Optional variable name used when opening tiles with xarray.

Fields:

  • name (str)
  • crs (str)
  • index_path (PathRef)
  • root_directory (PathRef)
  • path_column (str | None)
  • variable_name (str | None)

Validators:

Functions

open

open(path: UPath | str, **kwargs: Any) -> xr.Dataset

Open a single GeoTIFF tile as an xarray.Dataset.

Parameters:

Name Type Description Default
path UPath | str

Path to the GeoTIFF file to open.

required
**kwargs Any

Additional keyword arguments forwarded to open_dataset (e.g. chunks for Dask).

{}

Returns:

Type Description
Dataset

An xarray.Dataset backed by rasterio.

query

query(polygon: Polygon, **kwargs: Any) -> list[UPath]

Return paths of all GeoTIFF tiles that intersect polygon.

Performs a spatial join between the index GeoDataFrame and the supplied polygon to identify overlapping tiles.

Parameters:

Name Type Description Default
polygon Polygon

Query region in EPSG:4326 coordinates.

required
**kwargs Any

Optional keyword arguments. path_column overrides the instance-level column name for this query.

{}

Returns:

Type Description
list[UPath]

List of authenticated UPath objects for each matching tile.

Raises:

Type Description
ValueError

If no path column can be determined.

FileNotFoundError

If no tiles intersect polygon.

validate_path_exists pydantic-validator

validate_path_exists(v)

Validate that local files or directories exist.

s2gos_generator.dataset.zarr.Zarr pydantic-model

Bases: Dataset

Zarr-backed dataset for cloud-optimised geospatial data.

Wraps a single Zarr store (local or remote) and provides spatial querying by comparing the polygon extent against the dataset's bounding box. The entire store is returned when it intersects the query polygon.

Attributes:

Name Type Description
path PathRef

Path or URL to the Zarr store.

variable_name str | None

Optional variable name used when slicing the opened dataset.

Fields:

  • name (str)
  • crs (str)
  • path (PathRef)
  • variable_name (str | None)

Validators:

Functions

open

open(
    path: PathRef | None = None, **kwargs: Any
) -> xr.Dataset

Open the Zarr store as an xarray.Dataset.

The path argument is accepted for interface compatibility but ignored; the store is always opened from self.path.

Parameters:

Name Type Description Default
path PathRef | None

Unused. Present for compatibility with the Dataset base class interface.

None
**kwargs Any

Additional keyword arguments forwarded to open_dataset (e.g. chunks for Dask lazy loading).

{}

Returns:

Type Description
Dataset

An xarray.Dataset backed by the Zarr engine.

query

query(polygon: Polygon, **kwargs: Any) -> list[PathRef]
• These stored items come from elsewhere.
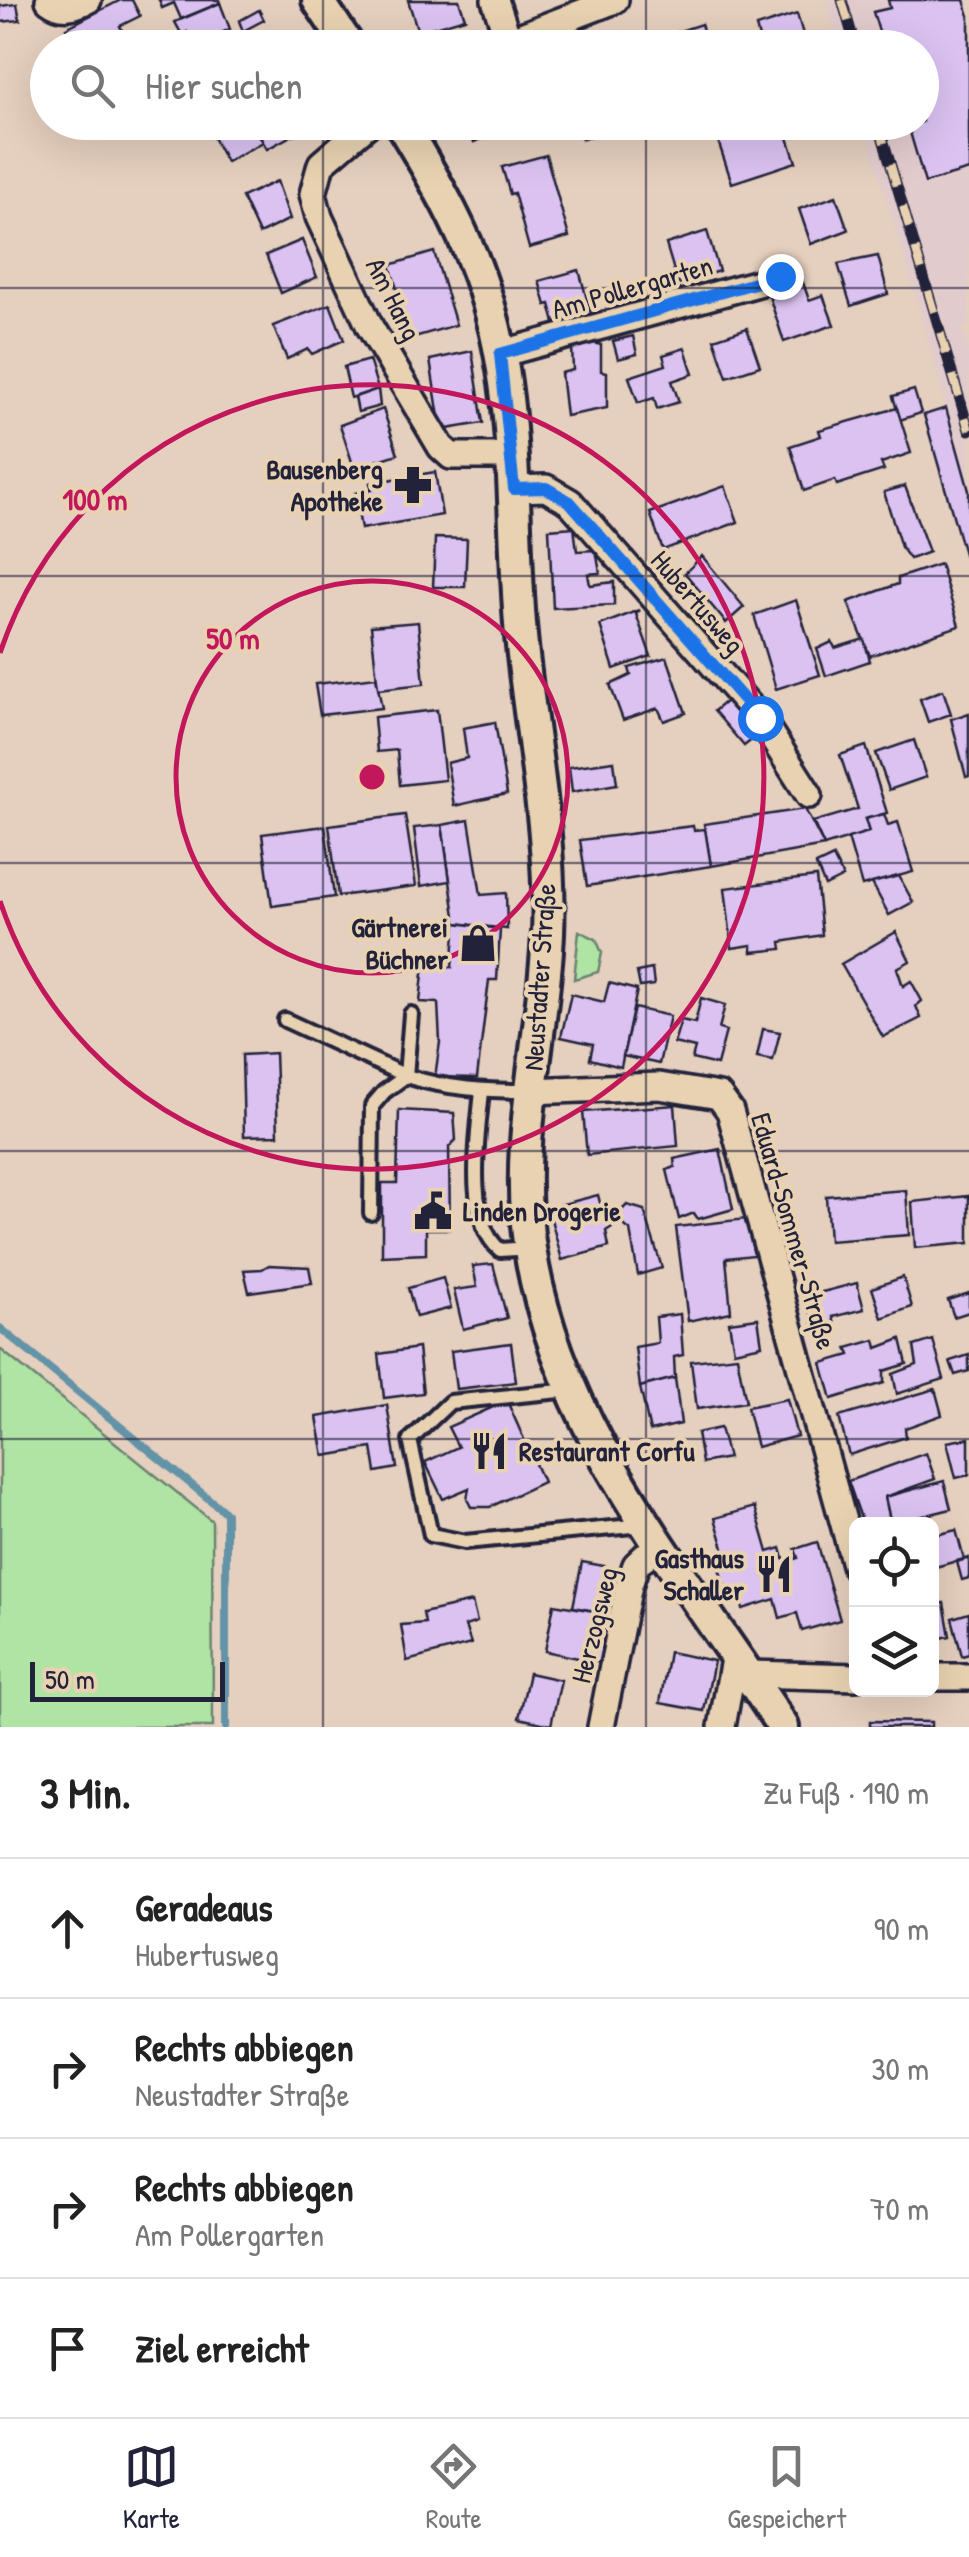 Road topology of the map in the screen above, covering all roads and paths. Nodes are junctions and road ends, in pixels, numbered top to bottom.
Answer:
1 (49, 0) edge
2 (88, 0) edge
3 (318, 0) edge
4 (495, 0) edge
5 (615, 0) edge
6 (338, 30) edge
7 (498, 30) edge
8 (534, 30) edge
9 (349, 140) edge
10 (411, 140) edge
11 (780, 276) dead end
12 (500, 354) junction
13 (511, 456) junction
14 (514, 489) junction
15 (810, 795) dead end
16 (411, 1014) dead end
17 (285, 1020) dead end
18 (406, 1076) junction
19 (482, 1091) junction
20 (530, 1091) junction
21 (371, 1213) dead end
22 (530, 1248) junction
23 (571, 1390) junction
24 (652, 1534) junction
25 (849, 1543) edge
26 (742, 1664) junction
27 (849, 1676) edge
28 (602, 1727) edge
29 (722, 1727) edge
30 (784, 1727) edge

1 - 2 street
3 - 6 street
4 - 7 street
5 - 8 street
9 - 13 street, Am Hang
10 - 12 street, Neustadter Straße
11 - 12 street, Am Pollergarten
12 - 13 street, Neustadter Straße
13 - 14 street, Neustadter Straße
14 - 15 street, Hubertusweg
14 - 20 street, Neustadter Straße
16 - 18 lane
17 - 18 lane
18 - 19 lane
18 - 21 lane
19 - 20 lane
19 - 22 lane
20 - 22 street, Neustadter Straße
20 - 25 street, Eduard-Sommer-Straße
22 - 23 street, Neustadter Straße
23 - 24 street, Neustadter Straße
23 - 24 lane
24 - 26 street, Neustadter Straße
24 - 28 street, Herzogsweg
26 - 27 street
26 - 29 street
26 - 30 street, Neustadter Straße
Return the store path if its spatial extent intersects polygon.

Opens the Zarr store to read coordinate bounds, then checks whether the dataset bounding box overlaps the supplied polygon. Supports datasets with (x, y) or (lon, lat) coordinate dimensions.

Parameters:

Name Type Description Default
polygon Polygon

Query region in EPSG:4326 coordinates.

required
**kwargs Any

Accepted but unused; present for interface compatibility.

{}

Returns:

Type Description
list[PathRef]

A single-element list [self.path] when there is spatial

list[PathRef]

overlap, or an empty list when there is none.

validate_path_exists pydantic-validator

validate_path_exists(v)

Validate that local files or directories exist.